Supermicro Management Controllers expose servers to XSS exploits
Take action: Exploiting of the flaws are not super-easy and require successful phishing or leaked credentials. That said, it's still wise to patch your Supermicro BMC firmware to the latest version because phishing and leaked credentials will happen eventually.
Learn More
Multiple security vulnerabilities have been made public in the firmware of the Intelligent Platform Management Interface (IPMI) for Supermicro baseboard management controllers (BMCs).
BMCs are specialized processors on server motherboards, facilitate remote management, enabling administrators to monitor hardware metrics such as temperature, adjust fan speed, and update the UEFI system firmware. BMC chips remain functional even when the host operating system is offline, making them attractive targets for deploying persistent malware.

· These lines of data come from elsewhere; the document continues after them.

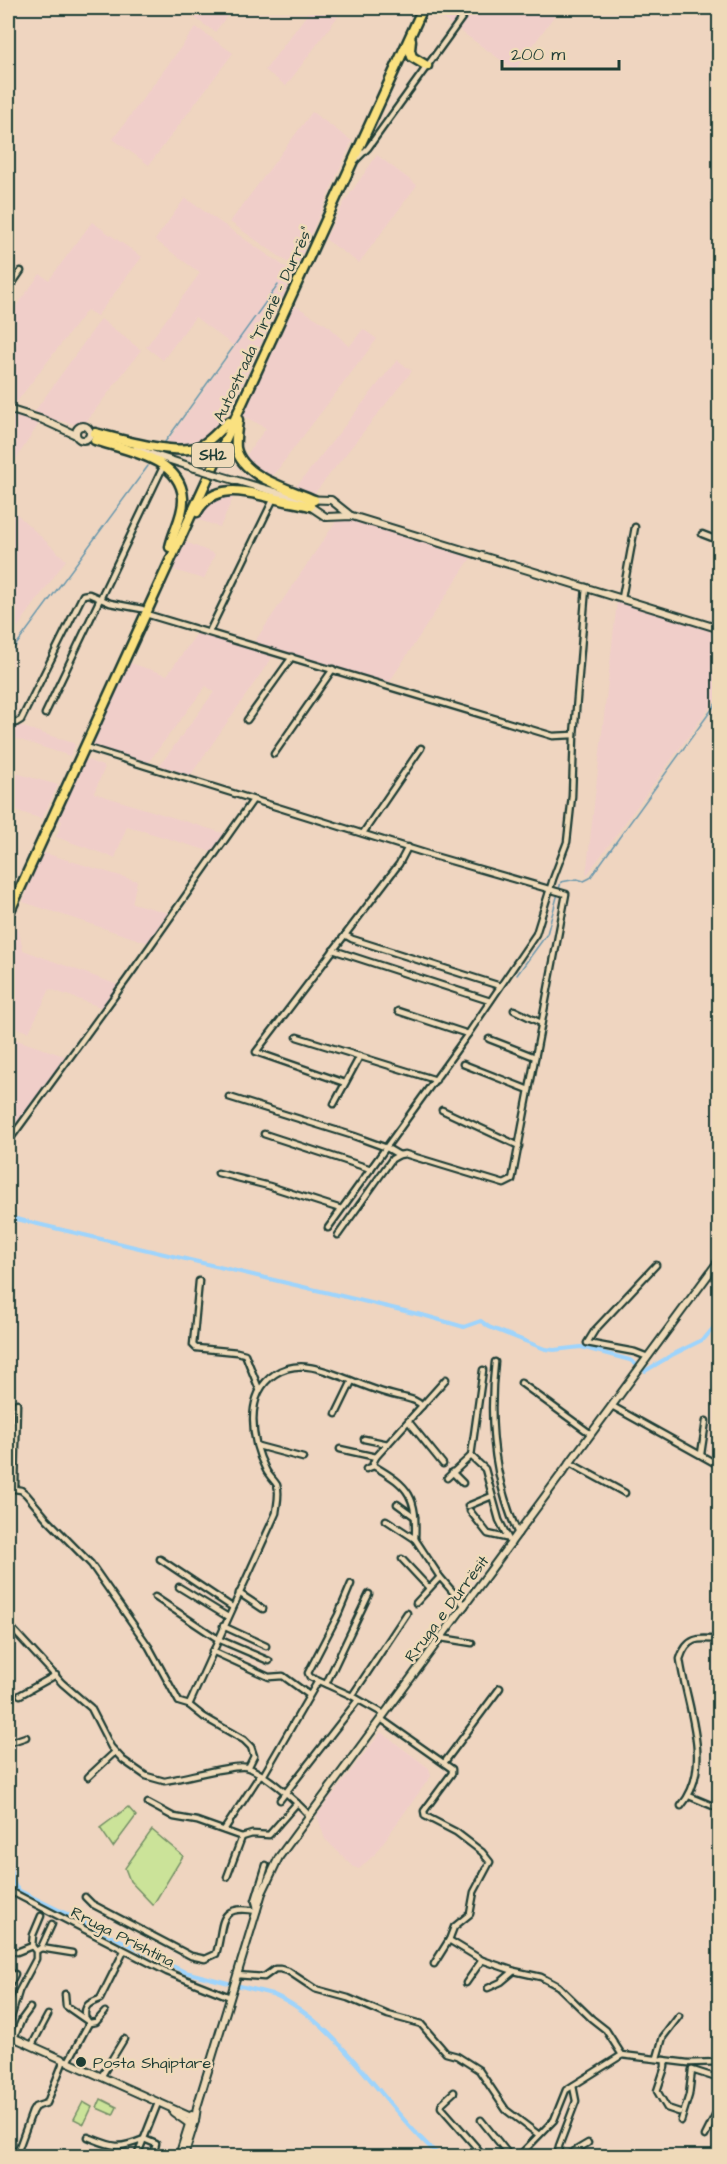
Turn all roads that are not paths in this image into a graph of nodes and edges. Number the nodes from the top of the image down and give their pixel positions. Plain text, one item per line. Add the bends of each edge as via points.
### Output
1 (418, 8) edge
2 (423, 8) edge
3 (469, 8) edge
4 (414, 27) junction
5 (412, 58) junction
6 (427, 66) junction
7 (390, 80) junction
8 (359, 154) junction
9 (21, 271) dead end
10 (8, 290) edge
11 (8, 410) edge
12 (239, 410) junction
13 (228, 422) junction
14 (76, 431) junction
15 (96, 435) junction
16 (84, 440) junction
17 (164, 465) junction
18 (274, 498) junction
19 (324, 500) junction
20 (312, 503) junction
21 (336, 505) junction
22 (319, 512) junction
23 (333, 516) junction
24 (352, 516) junction
25 (634, 527) dead end
26 (702, 534) dead end
27 (720, 541) edge
28 (170, 548) junction
29 (168, 565) junction
30 (586, 586) junction
31 (622, 598) junction
32 (99, 599) junction
33 (144, 611) junction
34 (720, 629) edge
35 (209, 632) junction
36 (292, 657) junction
37 (333, 669) junction
38 (45, 714) dead end
39 (8, 720) edge
40 (247, 720) dead end
41 (574, 735) junction
42 (85, 747) junction
43 (421, 748) dead end
44 (274, 754) dead end
45 (253, 800) junction
46 (363, 833) junction
47 (408, 847) junction
48 (555, 890) junction
49 (8, 901) edge
50 (8, 915) edge
51 (345, 934) junction
52 (333, 950) junction
53 (500, 986) junction
54 (490, 1001) junction
55 (514, 1010) dead end
56 (398, 1011) dead end
57 (541, 1023) junction
58 (468, 1034) junction
59 (297, 1037) dead end
60 (489, 1039) dead end
61 (360, 1056) junction
62 (535, 1057) junction
63 (463, 1064) dead end
64 (436, 1080) junction
65 (345, 1083) junction
66 (529, 1090) junction
67 (229, 1097) dead end
68 (334, 1104) dead end
69 (442, 1110) dead end
70 (264, 1134) dead end
71 (8, 1142) edge
72 (519, 1146) junction
73 (387, 1148) junction
74 (399, 1155) junction
75 (371, 1169) junction
76 (218, 1173) dead end
77 (341, 1209) junction
78 (328, 1228) dead end
79 (338, 1235) dead end
80 (720, 1259) edge
81 (656, 1265) dead end
82 (199, 1281) dead end
83 (646, 1360) junction
84 (495, 1362) dead end
85 (483, 1370) dead end
86 (446, 1379) dead end
87 (352, 1381) junction
88 (521, 1383) dead end
89 (259, 1389) junction
90 (17, 1403) dead end
91 (422, 1406) junction
92 (612, 1406) junction
93 (336, 1414) dead end
94 (706, 1421) dead end
95 (409, 1422) junction
96 (591, 1434) junction
97 (364, 1439) dead end
98 (388, 1444) junction
99 (258, 1446) junction
100 (340, 1449) dead end
101 (701, 1454) junction
102 (471, 1456) junction
103 (376, 1457) junction
104 (303, 1458) dead end
105 (570, 1463) junction
106 (443, 1464) dead end
107 (374, 1466) junction
108 (720, 1466) edge
109 (366, 1469) dead end
110 (452, 1472) junction
111 (447, 1478) dead end
112 (463, 1483) dead end
113 (8, 1488) edge
114 (15, 1488) junction
115 (625, 1493) dead end
116 (492, 1496) junction
117 (397, 1504) dead end
118 (415, 1517) junction
119 (386, 1520) dead end
120 (518, 1534) junction
121 (506, 1538) junction
122 (415, 1539) junction
123 (511, 1544) junction
124 (160, 1558) dead end
125 (402, 1559) dead end
126 (440, 1576) junction
127 (351, 1584) dead end
128 (179, 1587) dead end
129 (429, 1588) junction
130 (239, 1593) junction
131 (369, 1594) dead end
132 (155, 1597) dead end
133 (416, 1603) dead end
134 (465, 1606) junction
135 (232, 1607) junction
136 (263, 1609) dead end
137 (407, 1613) dead end
138 (228, 1617) junction
139 (8, 1624) edge
140 (224, 1626) junction
141 (441, 1638) junction
142 (218, 1639) junction
143 (720, 1640) edge
144 (472, 1643) dead end
145 (266, 1646) dead end
146 (212, 1651) junction
147 (269, 1661) dead end
148 (56, 1675) junction
149 (318, 1681) junction
150 (326, 1684) junction
151 (500, 1688) dead end
152 (20, 1695) dead end
153 (309, 1695) junction
154 (352, 1696) junction
155 (358, 1700) junction
156 (189, 1705) junction
157 (382, 1716) junction
158 (26, 1737) dead end
159 (8, 1743) edge
160 (115, 1752) junction
161 (444, 1763) junction
162 (248, 1768) junction
163 (262, 1776) junction
164 (88, 1777) dead end
165 (286, 1793) junction
166 (689, 1796) junction
167 (280, 1800) dead end
168 (148, 1803) dead end
169 (297, 1803) junction
170 (681, 1806) dead end
171 (720, 1809) edge
172 (309, 1815) junction
173 (224, 1830) junction
174 (242, 1837) junction
175 (266, 1865) dead end
176 (227, 1877) dead end
177 (8, 1890) edge
178 (85, 1897) dead end
179 (257, 1910) junction
180 (41, 1916) dead end
181 (8, 1917) edge
182 (8, 1924) edge
183 (52, 1924) dead end
184 (449, 1940) junction
185 (32, 1946) junction
186 (8, 1949) edge
187 (39, 1949) junction
188 (124, 1951) junction
189 (72, 1953) dead end
190 (482, 1960) junction
191 (434, 1964) dead end
192 (514, 1971) junction
193 (15, 1974) dead end
194 (236, 1976) junction
195 (466, 1983) dead end
196 (8, 1988) edge
197 (488, 1988) dead end
198 (65, 1994) dead end
199 (231, 1994) junction
200 (30, 2008) dead end
201 (105, 2012) dead end
202 (48, 2015) dead end
203 (679, 2016) dead end
204 (88, 2021) junction
205 (8, 2028) edge
206 (10, 2036) edge
207 (124, 2039) dead end
208 (32, 2045) junction
209 (622, 2055) junction
210 (657, 2058) junction
211 (665, 2060) junction
212 (66, 2061) junction
213 (720, 2062) edge
214 (688, 2063) junction
215 (692, 2070) junction
216 (101, 2077) junction
217 (720, 2079) edge
218 (573, 2086) junction
219 (454, 2092) dead end
220 (158, 2103) junction
221 (720, 2106) edge
222 (679, 2112) dead end
223 (481, 2120) dead end
224 (681, 2121) dead end
225 (192, 2122) junction
226 (538, 2135) junction
227 (705, 2136) dead end
228 (88, 2137) dead end
229 (144, 2139) junction
230 (588, 2143) dead end
231 (16, 2157) edge
232 (137, 2157) edge
233 (153, 2157) edge
234 (179, 2157) edge
235 (184, 2157) edge
236 (484, 2157) edge
237 (510, 2157) edge
238 (519, 2157) edge
239 (558, 2157) edge
240 (566, 2157) edge

1 - 13 highway, Autostrada "Tiranë - Durrës" / SH2
2 - 4 highway, Autostrada "Tiranë - Durrës" / SH2
3 - 6 street
4 - 5 highway via 409,44
4 - 7 highway, Autostrada "Tiranë - Durrës" / SH2
5 - 6 highway
5 - 7 highway
6 - 8 street
7 - 8 highway, Autostrada "Tiranë - Durrës" / SH2
8 - 12 highway, Autostrada "Tiranë - Durrës" / SH2
9 - 10 street
11 - 14 main road
12 - 20 highway via 236,445 243,463 258,476
12 - 29 highway, Autostrada "Tiranë - Durrës" / SH2
13 - 15 highway via 200,447 184,451
13 - 28 highway, Autostrada "Tiranë - Durrës" / SH2
14 - 15 main road via 84,426
14 - 16 main road
15 - 16 main road
15 - 16 main road
15 - 17 highway
15 - 20 main road, bridge
17 - 28 highway via 183,497
17 - 32 street
18 - 20 highway
18 - 29 highway via 235,490 211,496 198,509
18 - 35 street
19 - 20 main road
19 - 21 main road
19 - 22 main road
20 - 22 main road
21 - 23 main road
21 - 24 main road
22 - 23 main road
23 - 24 main road
24 - 30 main road
25 - 31 street
26 - 27 street
28 - 33 highway, Autostrada "Tiranë - Durrës" / SH2
29 - 33 highway, Autostrada "Tiranë - Durrës" / SH2
30 - 31 main road
30 - 41 street
31 - 34 main road
32 - 33 street
32 - 38 street
32 - 39 street via 89,594 82,597 21,720
33 - 35 street
33 - 42 highway, Autostrada "Tiranë - Durrës" / SH2
33 - 49 highway, Autostrada "Tiranë - Durrës" / SH2
35 - 36 street
36 - 37 street
36 - 40 street
37 - 41 street via 553,736
37 - 44 street
41 - 48 street via 567,842
42 - 45 street
42 - 50 highway, Autostrada "Tiranë - Durrës" / SH2
43 - 46 street
45 - 46 street
45 - 71 street
46 - 47 street
47 - 48 street
47 - 51 street
48 - 53 street via 536,934
48 - 57 street via 565,892 567,897
51 - 52 street
51 - 53 street
52 - 54 street
52 - 65 street via 256,1052
53 - 54 street
54 - 58 street
55 - 57 street
56 - 58 street
57 - 62 street
58 - 64 street
59 - 61 street
60 - 62 street
61 - 64 street
61 - 65 street
62 - 66 street
63 - 66 street
64 - 73 street
65 - 68 street
66 - 72 street
67 - 73 street
69 - 72 street
70 - 75 street
72 - 74 street via 512,1180 504,1184
73 - 74 street
73 - 75 street
74 - 79 street via 392,1159
75 - 77 street
76 - 77 street
77 - 78 street
80 - 83 main road, Rruga e Durrësit
81 - 83 street via 587,1343 635,1352
82 - 89 street via 193,1345 243,1353
83 - 92 main road, Rruga e Durrësit
84 - 120 street via 494,1446 503,1491
85 - 102 street
86 - 91 street
87 - 89 street via 301,1366 279,1371
87 - 91 street
87 - 93 street
88 - 96 street
89 - 99 street via 253,1423
90 - 114 street
91 - 95 street
92 - 96 main road, Rruga e Durrësit
92 - 101 street
94 - 101 street
95 - 98 street
95 - 106 street
96 - 105 main road, Rruga e Durrësit
97 - 98 street
98 - 103 street
99 - 104 street
99 - 130 street via 266,1470 277,1486 277,1504
100 - 103 street
101 - 108 street
102 - 110 street
102 - 116 street via 485,1469
103 - 107 street
105 - 115 street
105 - 120 main road, Rruga e Durrësit
107 - 109 street
107 - 118 street via 408,1492
110 - 111 street
110 - 112 street
113 - 114 street
114 - 156 street via 26,1494 91,1564 148,1647 176,1697 181,1704
116 - 121 street
116 - 121 street via 469,1509 488,1534
117 - 118 street
118 - 122 street
119 - 122 street
120 - 123 main road, Rruga e Durrësit
121 - 123 street
122 - 126 street
123 - 134 main road, Rruga e Durrësit
124 - 135 street
125 - 129 street
126 - 129 street
126 - 134 street
127 - 149 street via 308,1672
128 - 138 street
129 - 133 street
130 - 135 street
130 - 136 street
131 - 150 street
132 - 142 street
134 - 141 main road, Rruga e Durrësit
135 - 138 street
137 - 154 street
138 - 140 street
139 - 148 street
140 - 142 street
140 - 145 street
141 - 144 street
141 - 157 main road, Rruga e Durrësit
142 - 146 street
142 - 147 street
143 - 166 street via 690,1642 680,1659 697,1746 698,1766
146 - 153 street via 269,1677 283,1676
146 - 156 street
148 - 152 street
148 - 160 street via 91,1708
149 - 150 street
149 - 153 street
150 - 154 street
151 - 161 street
153 - 163 street
154 - 155 street
155 - 157 street
155 - 165 street
156 - 162 street via 251,1747 254,1756
157 - 161 street
157 - 172 main road, Rruga e Durrësit
158 - 159 street
160 - 162 street via 135,1770 158,1781
160 - 164 street
161 - 184 street via 452,1773 424,1811 425,1816 456,1832 490,1862 474,1892 470,1914 454,1927
162 - 163 street
163 - 165 street
163 - 173 street
165 - 167 street
165 - 169 street
166 - 170 street
166 - 171 street
168 - 173 street via 174,1817
169 - 172 street
169 - 174 street via 269,1835
172 - 179 main road, Rruga e Durrësit via 273,1866
173 - 174 street
174 - 176 street
175 - 179 street via 255,1901
177 - 188 street, Rruga Prishtina
178 - 179 street via 191,1956 205,1959 216,1954 228,1913 243,1908
179 - 194 main road, Rruga e Durrësit
180 - 185 street
181 - 182 street
183 - 187 street
184 - 190 street
184 - 191 street
185 - 186 street via 17,1952
185 - 187 street
187 - 189 street
187 - 205 street via 19,1990
188 - 199 street, Rruga Prishtina via 167,1972
188 - 204 street via 100,1999 87,2005
190 - 192 street
190 - 195 street
192 - 197 street
192 - 209 street via 541,1977 558,1986 606,2030
193 - 196 street
194 - 199 main road, Rruga e Durrësit
194 - 226 street via 264,1977 275,1969 288,1971 315,1989 421,2024 446,2053 479,2070 506,2110
198 - 204 street via 66,2006
199 - 225 main road, Rruga e Durrësit
200 - 206 street
201 - 204 street via 99,2021
202 - 208 street
203 - 210 street via 663,2037
204 - 212 street
206 - 208 main road
207 - 216 street
208 - 212 main road
209 - 210 street
209 - 218 street
210 - 211 street
211 - 214 street
211 - 222 street via 657,2091 667,2108
212 - 216 main road
212 - 231 street via 47,2103 34,2110
213 - 214 street
214 - 215 street
215 - 217 street
215 - 224 street
216 - 220 main road
218 - 226 street via 561,2098 554,2120
218 - 239 street via 576,2101
219 - 236 street via 441,2108
220 - 225 main road
220 - 229 street
221 - 227 street
223 - 237 street
225 - 234 main road
225 - 235 main road
226 - 238 street
228 - 229 street via 113,2147
229 - 232 street
229 - 233 street via 156,2146
230 - 240 street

The vulnerabilities, totaling seven, are tracked as CVE-2023-40284 to CVE-2023-40290. Their severity was assessed by security researchers Binarly. Supermicro has taken corrective action by releasing a BMC firmware update to address these vulnerabilities. Supermicro disputes the severity rankng since exploiting the vulnerability relies on successfully targeting an admin which has an open connection to the BMC or having BMC credentials. On one case the exploit also needs Internet Explorer 11.
The vulnerabilities are:
- CVE-2023-40284, CVE-2023-40287, and CVE-2023-40288 (CVSS scores: 9.6): Three cross-site scripting (XSS) flaws enabling remote, unauthenticated attackers to execute arbitrary JavaScript code within the context of the logged-in BMC user.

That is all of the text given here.